===== ENTRIES SUPPLIED =====

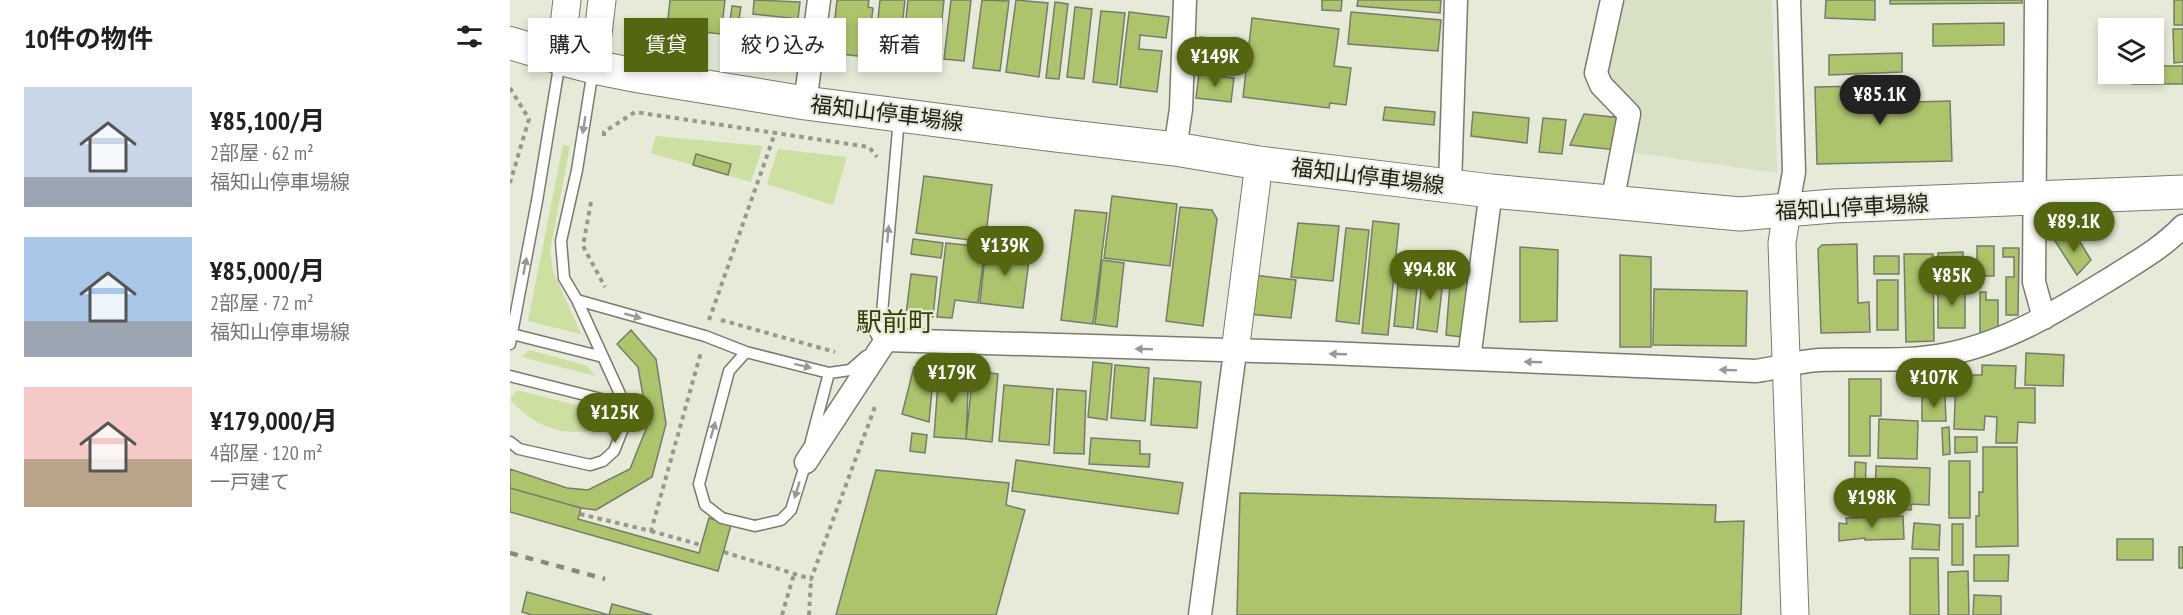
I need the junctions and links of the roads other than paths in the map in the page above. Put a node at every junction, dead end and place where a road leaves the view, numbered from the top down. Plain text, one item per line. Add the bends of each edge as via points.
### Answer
1 (567, 0) edge
2 (602, 0) edge
3 (819, 0) edge
4 (1185, 0) edge
5 (1456, 0) edge
6 (1612, 0) edge
7 (1789, 0) edge
8 (2036, 0) edge
9 (565, 18) edge
10 (600, 18) edge
11 (510, 43) edge
12 (528, 48) edge
13 (612, 70) edge
14 (558, 72) edge
15 (593, 72) edge
16 (805, 103) junction
17 (899, 114) junction
18 (1175, 149) junction
19 (1259, 163) junction
20 (1450, 186) junction
21 (1491, 191) junction
22 (2183, 192) edge
23 (2036, 199) junction
24 (1612, 203) junction
25 (1786, 210) junction
26 (2183, 226) edge
27 (577, 300) junction
28 (2044, 318) junction
29 (883, 335) junction
30 (511, 339) edge
31 (746, 352) junction
32 (1235, 352) junction
33 (603, 357) junction
34 (1469, 359) junction
35 (1786, 367) junction
36 (829, 373) junction
37 (510, 376) edge
38 (625, 405) junction
39 (510, 442) edge
40 (806, 462) junction
41 (1200, 615) edge
42 (1795, 615) edge

1 - 9 street
2 - 10 street
3 - 16 street
4 - 18 street via 1181,109
5 - 20 street
6 - 24 street via 1596,73 1601,85 1629,114
7 - 25 street via 1794,172
8 - 23 street
11 - 12 main road
13 - 16 main road, 福知山停車場線
30 -> 14 lane
15 -> 27 lane via 578,170 561,241 564,278
16 - 17 main road, 福知山停車場線
17 - 18 main road, 福知山停車場線
29 -> 17 lane
18 - 19 main road, 福知山停車場線
19 - 20 main road, 福知山停車場線
19 - 32 street
20 - 21 main road, 福知山停車場線
21 - 24 main road, 福知山停車場線
21 - 34 street
22 - 23 main road, 福知山停車場線
23 - 25 main road, 福知山停車場線
23 - 28 street via 2034,282
24 - 25 main road, 福知山停車場線 via 1740,214
25 - 35 street via 1782,243
26 - 28 street via 2167,243
27 -> 31 lane via 705,336
27 - 33 lane
28 - 35 street via 1994,342 1947,355 1819,360
32 -> 29 street
29 - 36 lane via 850,370
29 - 40 street
30 - 33 lane
31 -> 36 lane
40 -> 31 lane via 791,510 781,520 755,526 722,518 705,505 699,484 701,474 729,371
34 -> 32 street
32 - 41 street
33 - 38 lane
35 -> 34 street via 1756,371
35 - 42 street
36 - 40 lane
37 - 38 lane
38 - 39 lane via 621,434 614,451 603,461 590,465 519,449

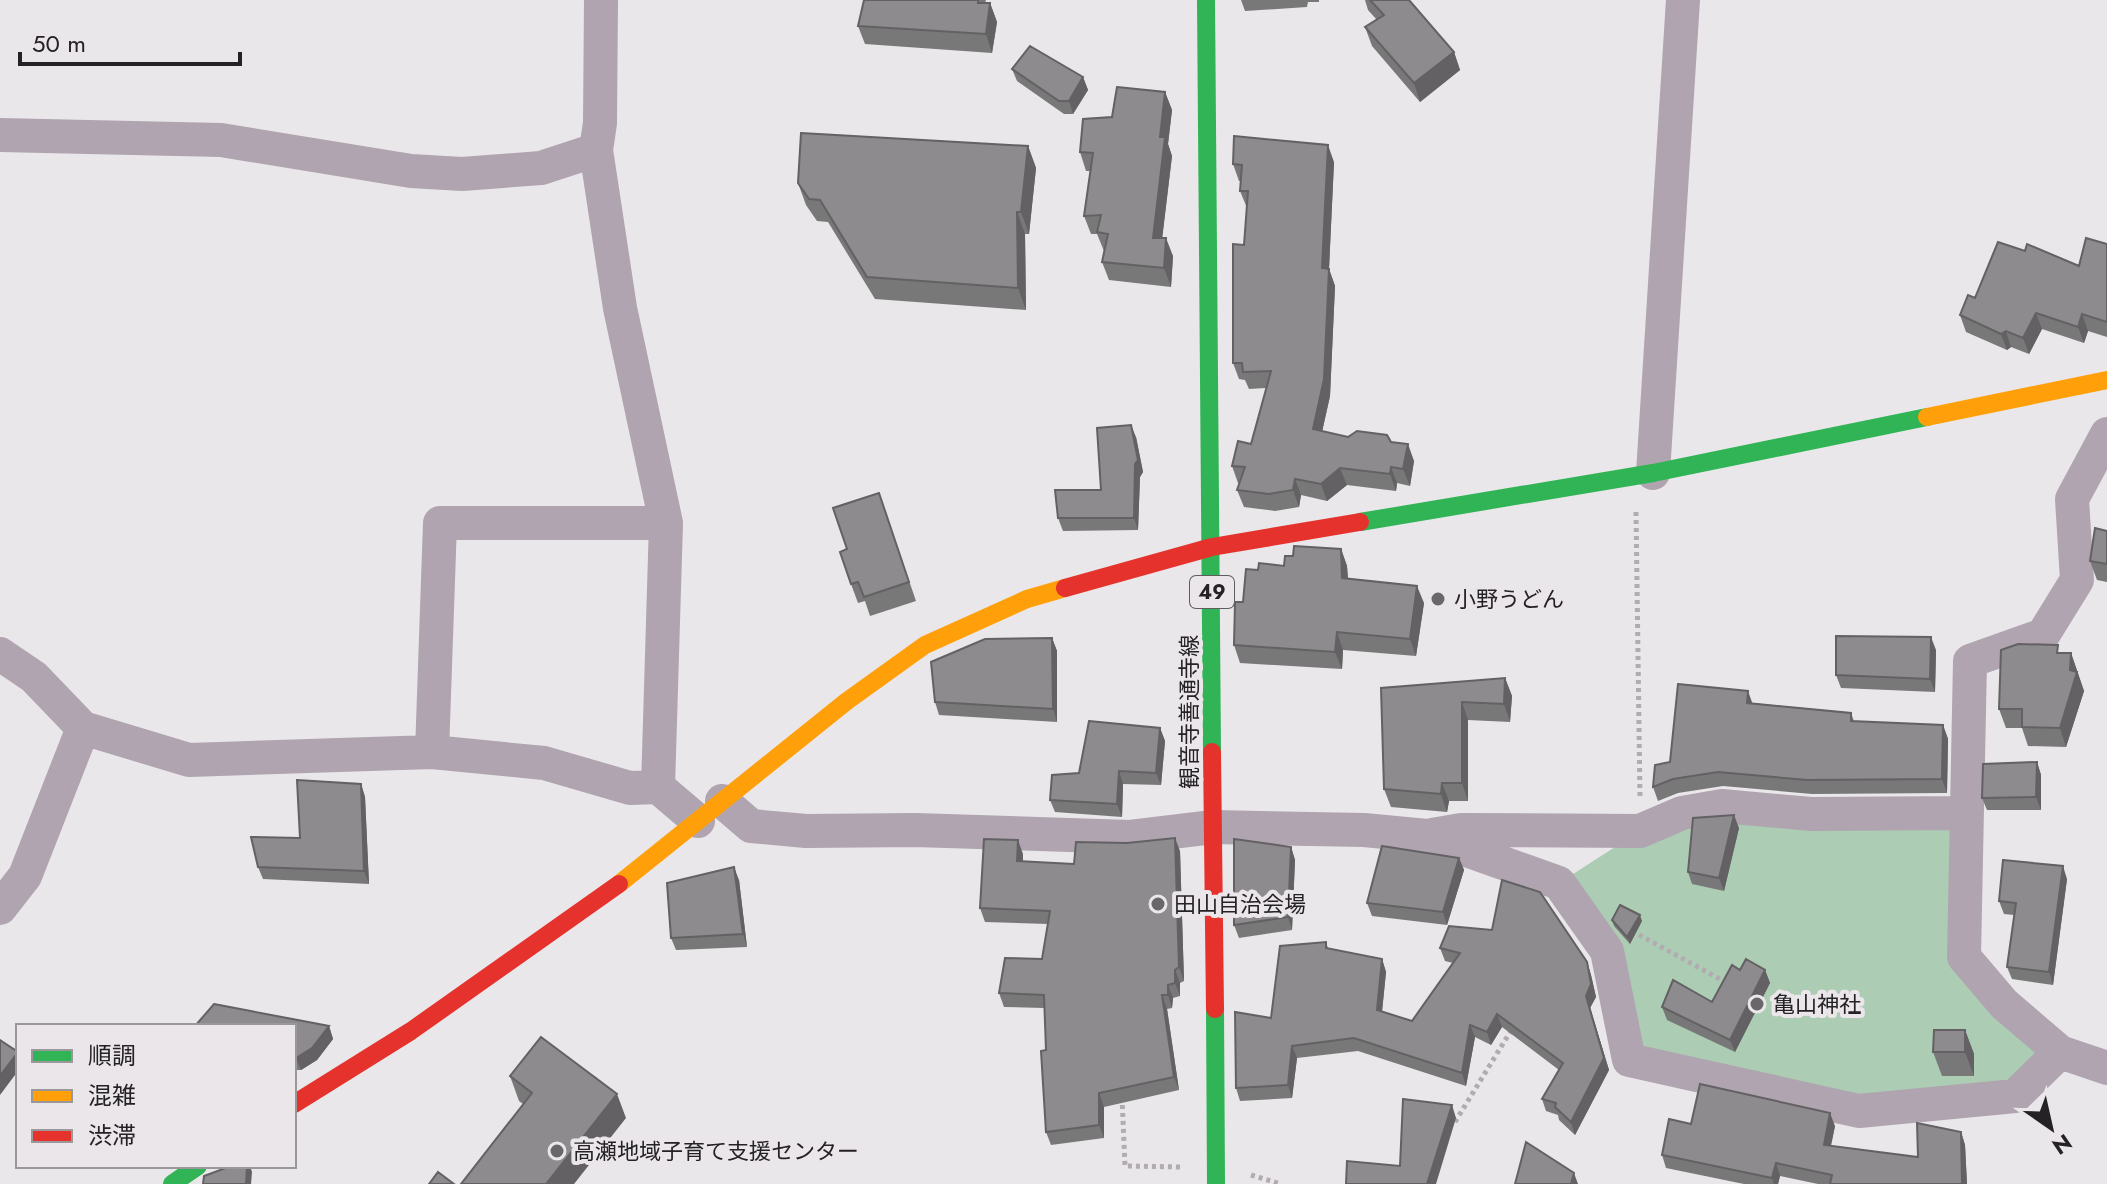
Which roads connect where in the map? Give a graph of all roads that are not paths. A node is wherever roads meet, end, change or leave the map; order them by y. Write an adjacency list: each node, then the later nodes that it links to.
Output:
1 (601, 0): 5 (street)
2 (1206, 0): 10 (street, 観音寺善通寺線 / 49)
3 (1683, 0): 8 (street)
4 (0, 135): 5 (street)
5 (596, 150): 9 (street)
6 (2107, 380): 8 (street)
7 (2107, 434): 16 (street)
8 (1644, 475): 10 (street)
9 (666, 523): 13 (street); 14 (street)
10 (1212, 547): 15 (street); 17 (street, 観音寺善通寺線 / 49)
11 (0, 654): 12 (street)
12 (83, 728): 13 (street); 19 (street)
13 (432, 752): 14 (street)
14 (658, 787): 15 (street)
15 (710, 811): 17 (street); 22 (street)
16 (1966, 813): 18 (street); 20 (street)
17 (1213, 827): 18 (street); 24 (street, 観音寺善通寺線 / 49)
18 (1427, 836): 20 (street)
19 (0, 908)
20 (2060, 1052): 21 (street)
21 (2107, 1068)
22 (296, 1103)
23 (195, 1168): 25 (street)
24 (1216, 1176)
25 (172, 1184)

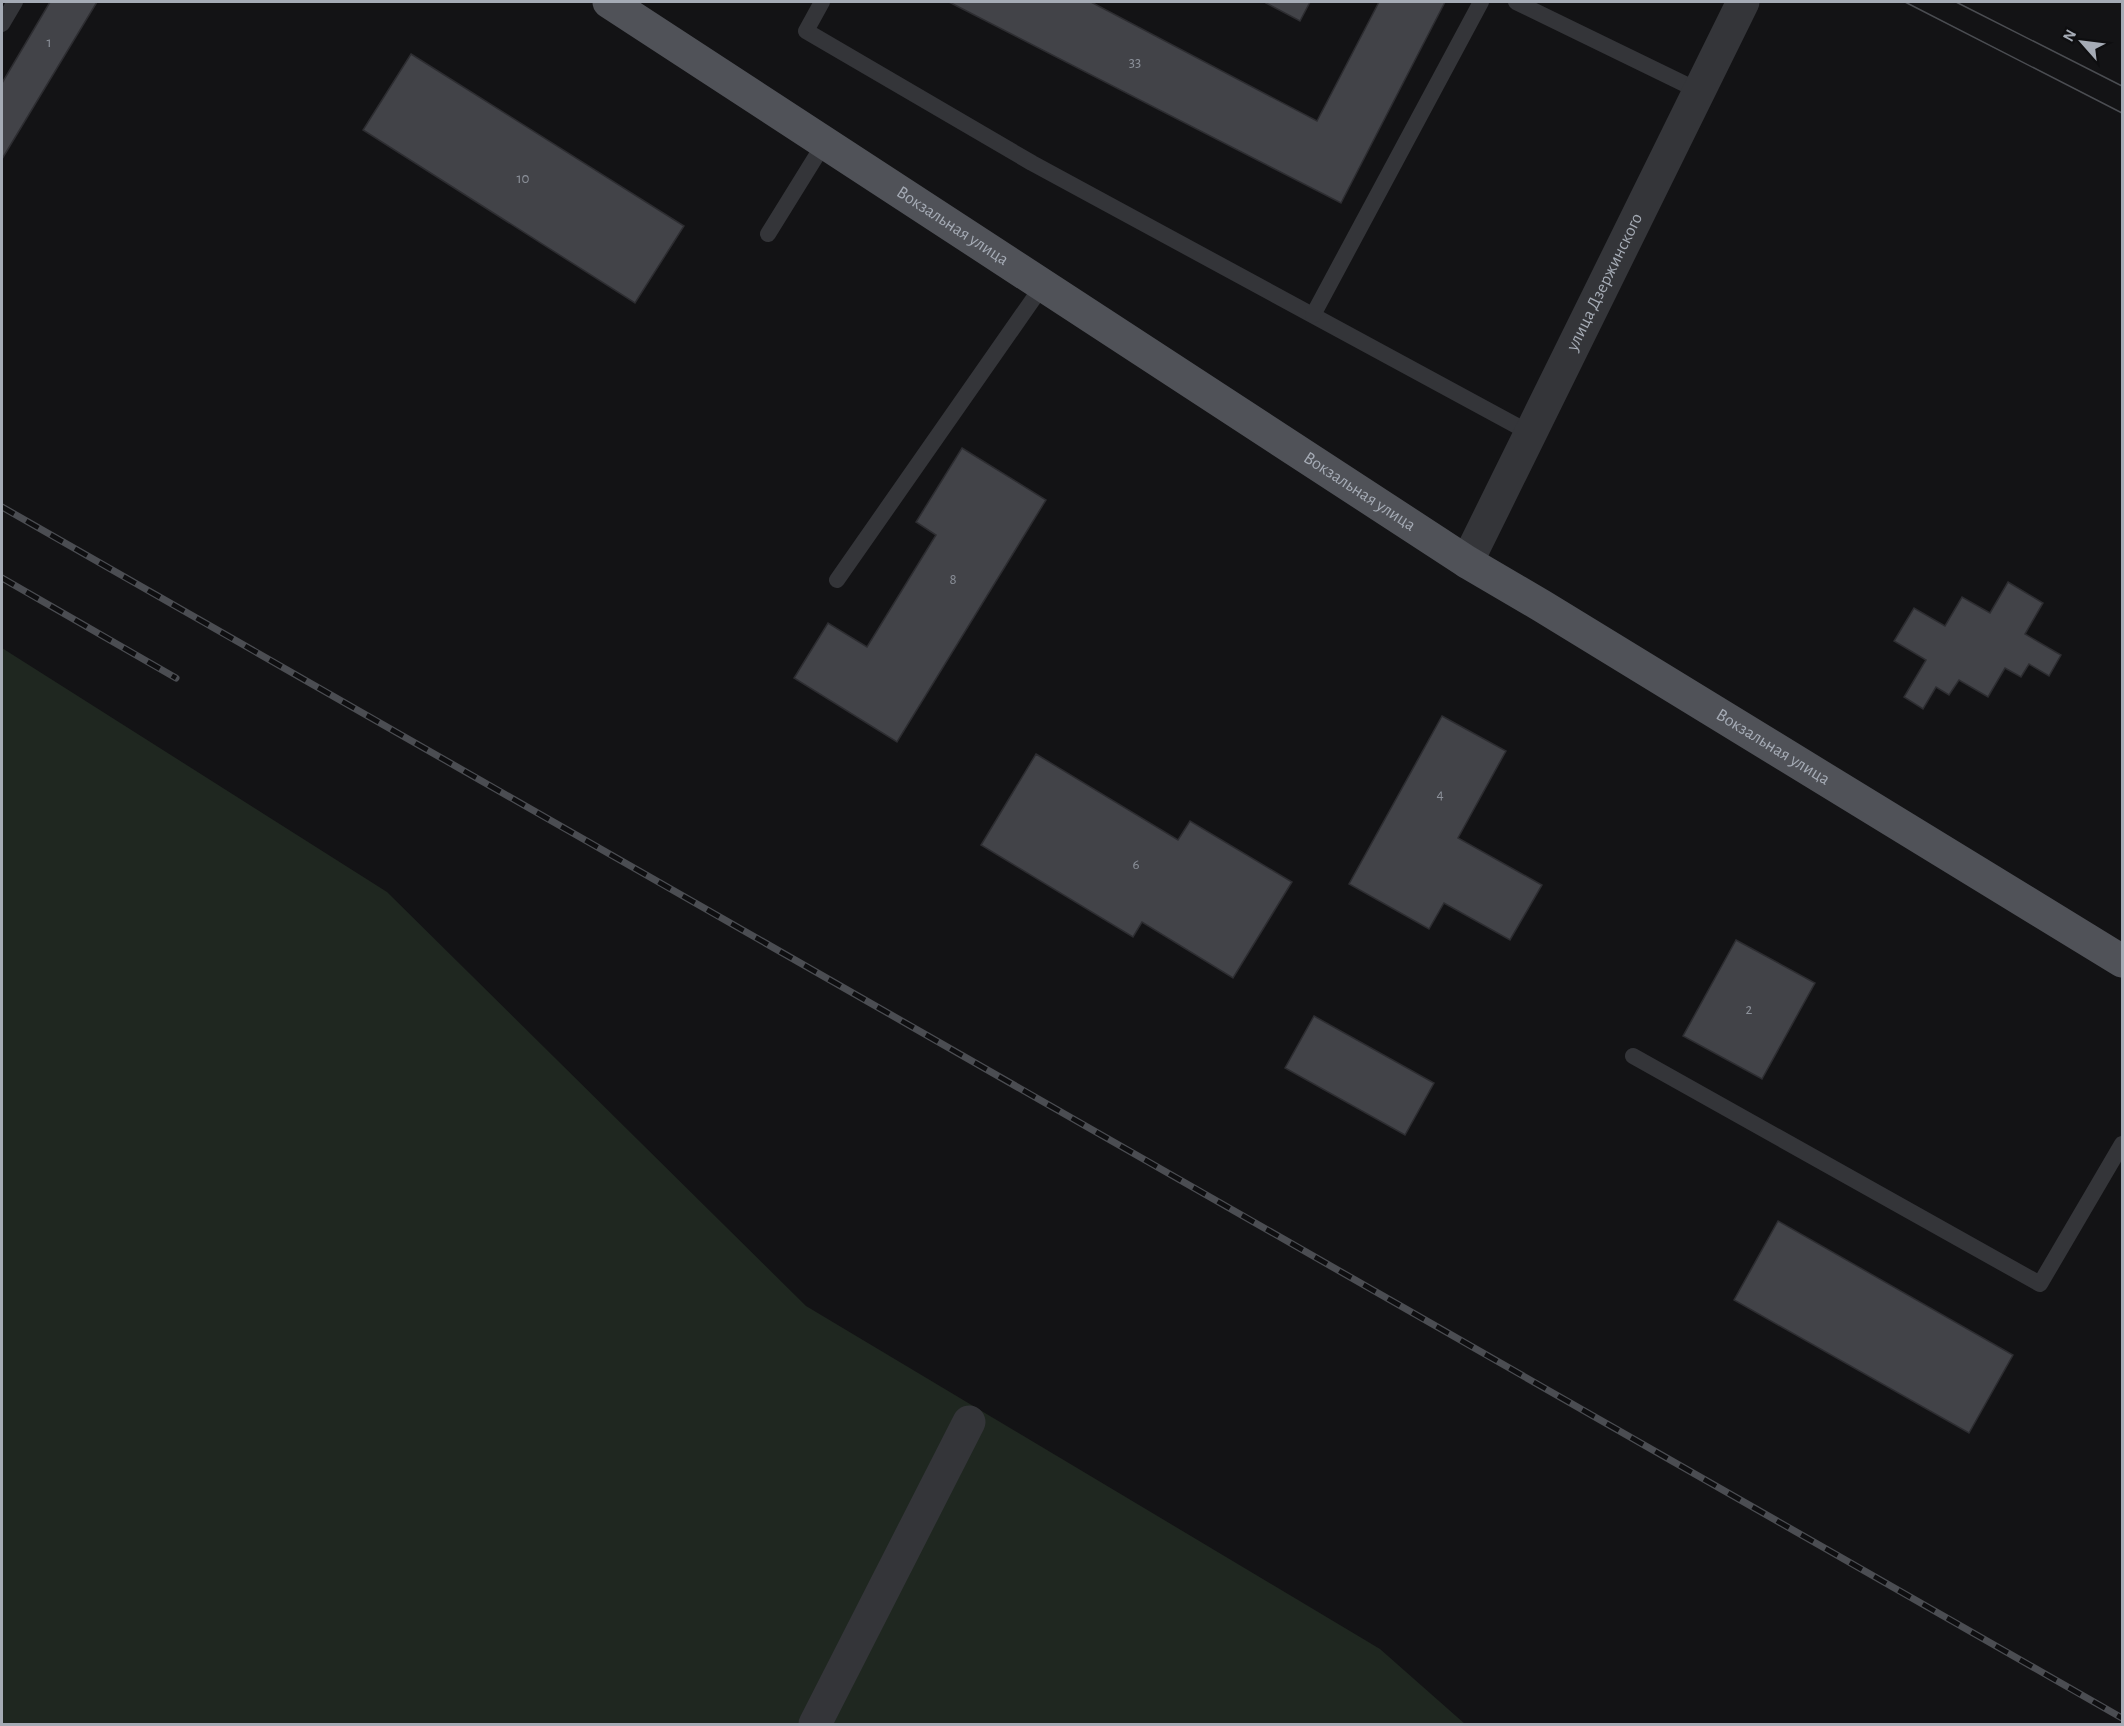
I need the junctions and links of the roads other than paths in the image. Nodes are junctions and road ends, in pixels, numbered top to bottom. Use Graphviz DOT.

=====

TASK:
Please retype every record above exactly, leaving out the pictures.

TASK OUTPUT:
I need the junctions and links of the roads other than paths in the map in the page above. Put a node at every junction, dead end and place where a road leaves the view, numbered from the top down. Plain text, one item per line. Add the bends of each edge as via points.
### Answer
1 (567, 0) edge
2 (602, 0) edge
3 (819, 0) edge
4 (1185, 0) edge
5 (1456, 0) edge
6 (1612, 0) edge
7 (1789, 0) edge
8 (2036, 0) edge
9 (565, 18) edge
10 (600, 18) edge
11 (510, 43) edge
12 (528, 48) edge
13 (612, 70) edge
14 (558, 72) edge
15 (593, 72) edge
16 (805, 103) junction
17 (899, 114) junction
18 (1175, 149) junction
19 (1259, 163) junction
20 (1450, 186) junction
21 (1491, 191) junction
22 (2183, 192) edge
23 (2036, 199) junction
24 (1612, 203) junction
25 (1786, 210) junction
26 (2183, 226) edge
27 (577, 300) junction
28 (2044, 318) junction
29 (883, 335) junction
30 (511, 339) edge
31 (746, 352) junction
32 (1235, 352) junction
33 (603, 357) junction
34 (1469, 359) junction
35 (1786, 367) junction
36 (829, 373) junction
37 (510, 376) edge
38 (625, 405) junction
39 (510, 442) edge
40 (806, 462) junction
41 (1200, 615) edge
42 (1795, 615) edge

1 - 9 street
2 - 10 street
3 - 16 street
4 - 18 street via 1181,109
5 - 20 street
6 - 24 street via 1596,73 1601,85 1629,114
7 - 25 street via 1794,172
8 - 23 street
11 - 12 main road
13 - 16 main road, 福知山停車場線
30 -> 14 lane
15 -> 27 lane via 578,170 561,241 564,278
16 - 17 main road, 福知山停車場線
17 - 18 main road, 福知山停車場線
29 -> 17 lane
18 - 19 main road, 福知山停車場線
19 - 20 main road, 福知山停車場線
19 - 32 street
20 - 21 main road, 福知山停車場線
21 - 24 main road, 福知山停車場線
21 - 34 street
22 - 23 main road, 福知山停車場線
23 - 25 main road, 福知山停車場線
23 - 28 street via 2034,282
24 - 25 main road, 福知山停車場線 via 1740,214
25 - 35 street via 1782,243
26 - 28 street via 2167,243
27 -> 31 lane via 705,336
27 - 33 lane
28 - 35 street via 1994,342 1947,355 1819,360
32 -> 29 street
29 - 36 lane via 850,370
29 - 40 street
30 - 33 lane
31 -> 36 lane
40 -> 31 lane via 791,510 781,520 755,526 722,518 705,505 699,484 701,474 729,371
34 -> 32 street
32 - 41 street
33 - 38 lane
35 -> 34 street via 1756,371
35 - 42 street
36 - 40 lane
37 - 38 lane
38 - 39 lane via 621,434 614,451 603,461 590,465 519,449

Which roads connect where in the map? Give a graph of all roads that are not paths. A node is wherever roads meet, end, change or leave the map; order them by y. Write an adjacency list: each node, then the later nodes that it links to.
Output:
1 (601, 0): 5 (street)
2 (1206, 0): 10 (street, 観音寺善通寺線 / 49)
3 (1683, 0): 8 (street)
4 (0, 135): 5 (street)
5 (596, 150): 9 (street)
6 (2107, 380): 8 (street)
7 (2107, 434): 16 (street)
8 (1644, 475): 10 (street)
9 (666, 523): 13 (street); 14 (street)
10 (1212, 547): 15 (street); 17 (street, 観音寺善通寺線 / 49)
11 (0, 654): 12 (street)
12 (83, 728): 13 (street); 19 (street)
13 (432, 752): 14 (street)
14 (658, 787): 15 (street)
15 (710, 811): 17 (street); 22 (street)
16 (1966, 813): 18 (street); 20 (street)
17 (1213, 827): 18 (street); 24 (street, 観音寺善通寺線 / 49)
18 (1427, 836): 20 (street)
19 (0, 908)
20 (2060, 1052): 21 (street)
21 (2107, 1068)
22 (296, 1103)
23 (195, 1168): 25 (street)
24 (1216, 1176)
25 (172, 1184)

I need the junctions and links of the roads other than paths in the image. Nodes are junctions and road ends, in pixels, numbered top to bottom. Use Graphviz DOT.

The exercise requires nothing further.